Practice and procedure—mediation—contentious trusts and estates
Produced in partnership with James Davies of New Square Chambers
Practice and procedure—mediation—contentious trusts and estates

The following Wills & Probate practice note Produced in partnership with James Davies of New Square Chambers provides comprehensive and up to date legal information covering:

  • Practice and procedure—mediation—contentious trusts and estates
  • Timing
  • Parties
  • The structure of the mediation
  • The structure and mechanics of the mediated settlement
  • Failure to settle

Mediation has grown in use as a form of alternative dispute resolution (ADR) in the UK since the Access to Justice Report. It continues to be urged upon parties as a form of ADR by the courts as part of the overriding objective under CPR 1.4(2)(e) and is to be considered by parties under the Practice Direction Pre-Action Conduct and Protocols. It is also addressed in the Chancery Guide, para 18.1.

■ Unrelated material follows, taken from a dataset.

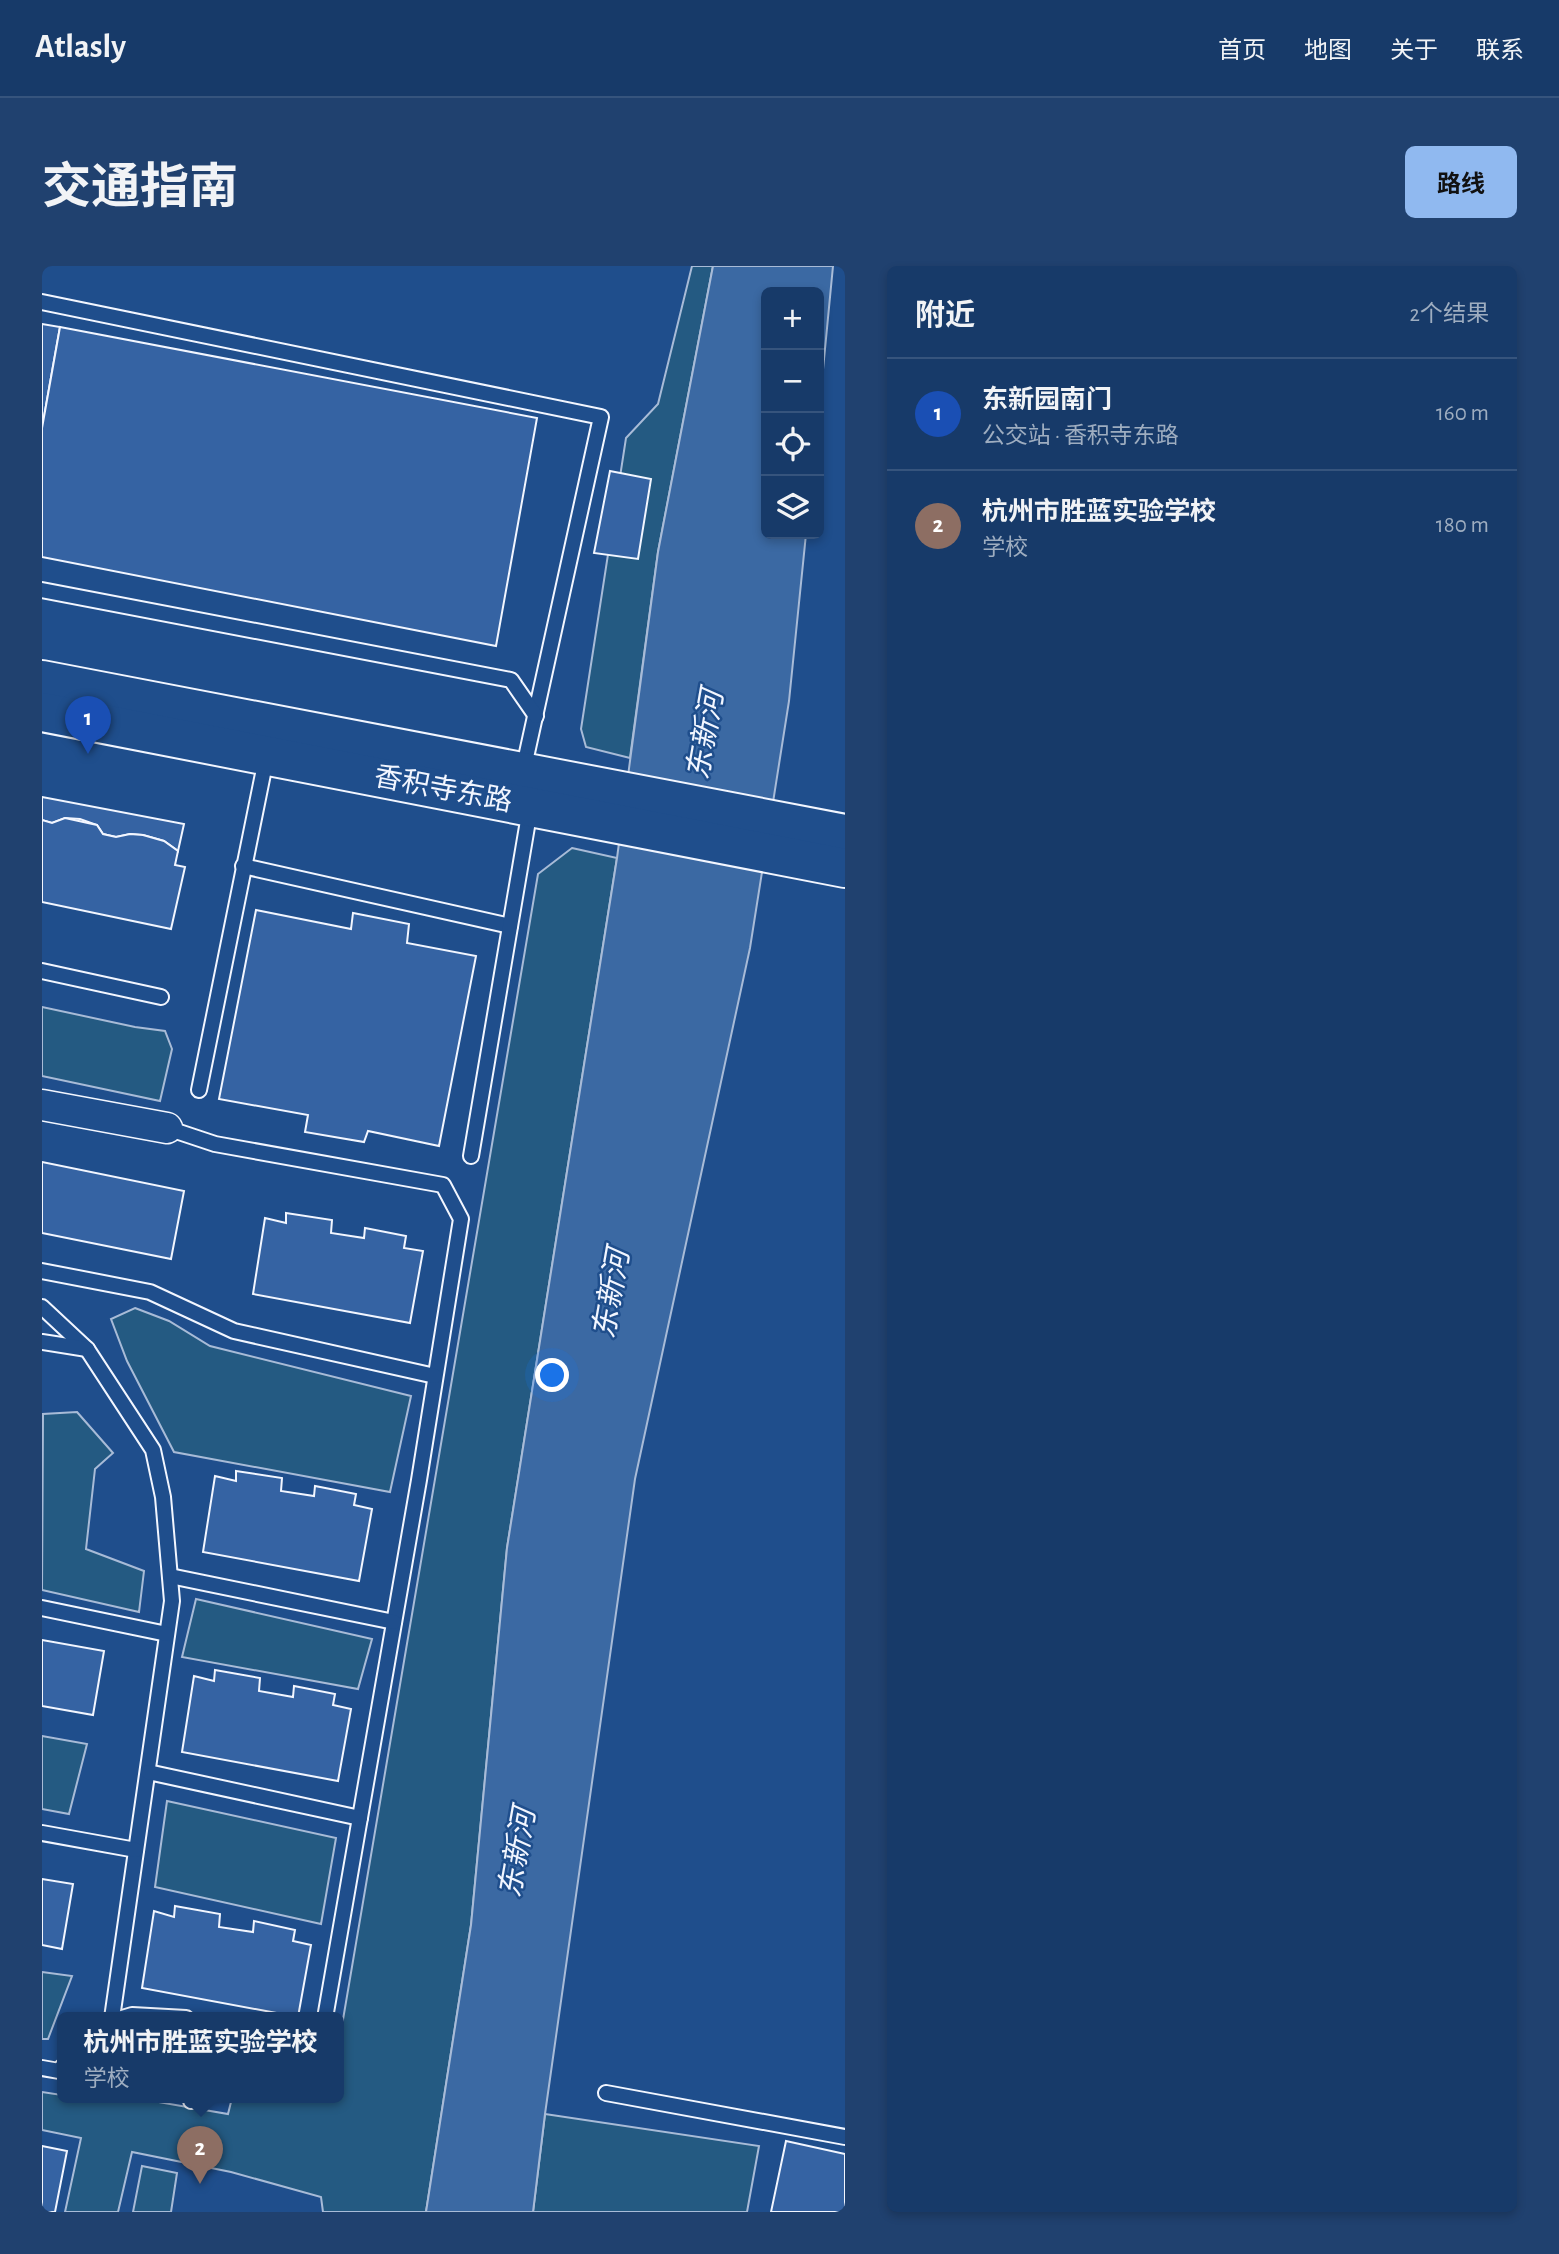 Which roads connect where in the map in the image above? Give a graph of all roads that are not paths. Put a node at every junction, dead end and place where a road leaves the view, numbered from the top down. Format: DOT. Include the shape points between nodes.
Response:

Although the Civil Procedure Rules does not set out a specific pre-action protocol for probate and trust disputes, the Association of Contentious Trust and Probate Specialists has produced a Code, to assist practitioners in such disputes, stating that:

‘Parties and their legal representatives are encouraged to enter into discussions and/or negotiations prior to starting proceedings. The parties should bear in mind that the courts increasingly take the view that litigation should be a last resort, and that claims should not be issued prematurely when a settlement is in reasonable prospect. Mediation of probate and trust disputes may assist in achieving a compromise, particularly in relation to disputes between family members.’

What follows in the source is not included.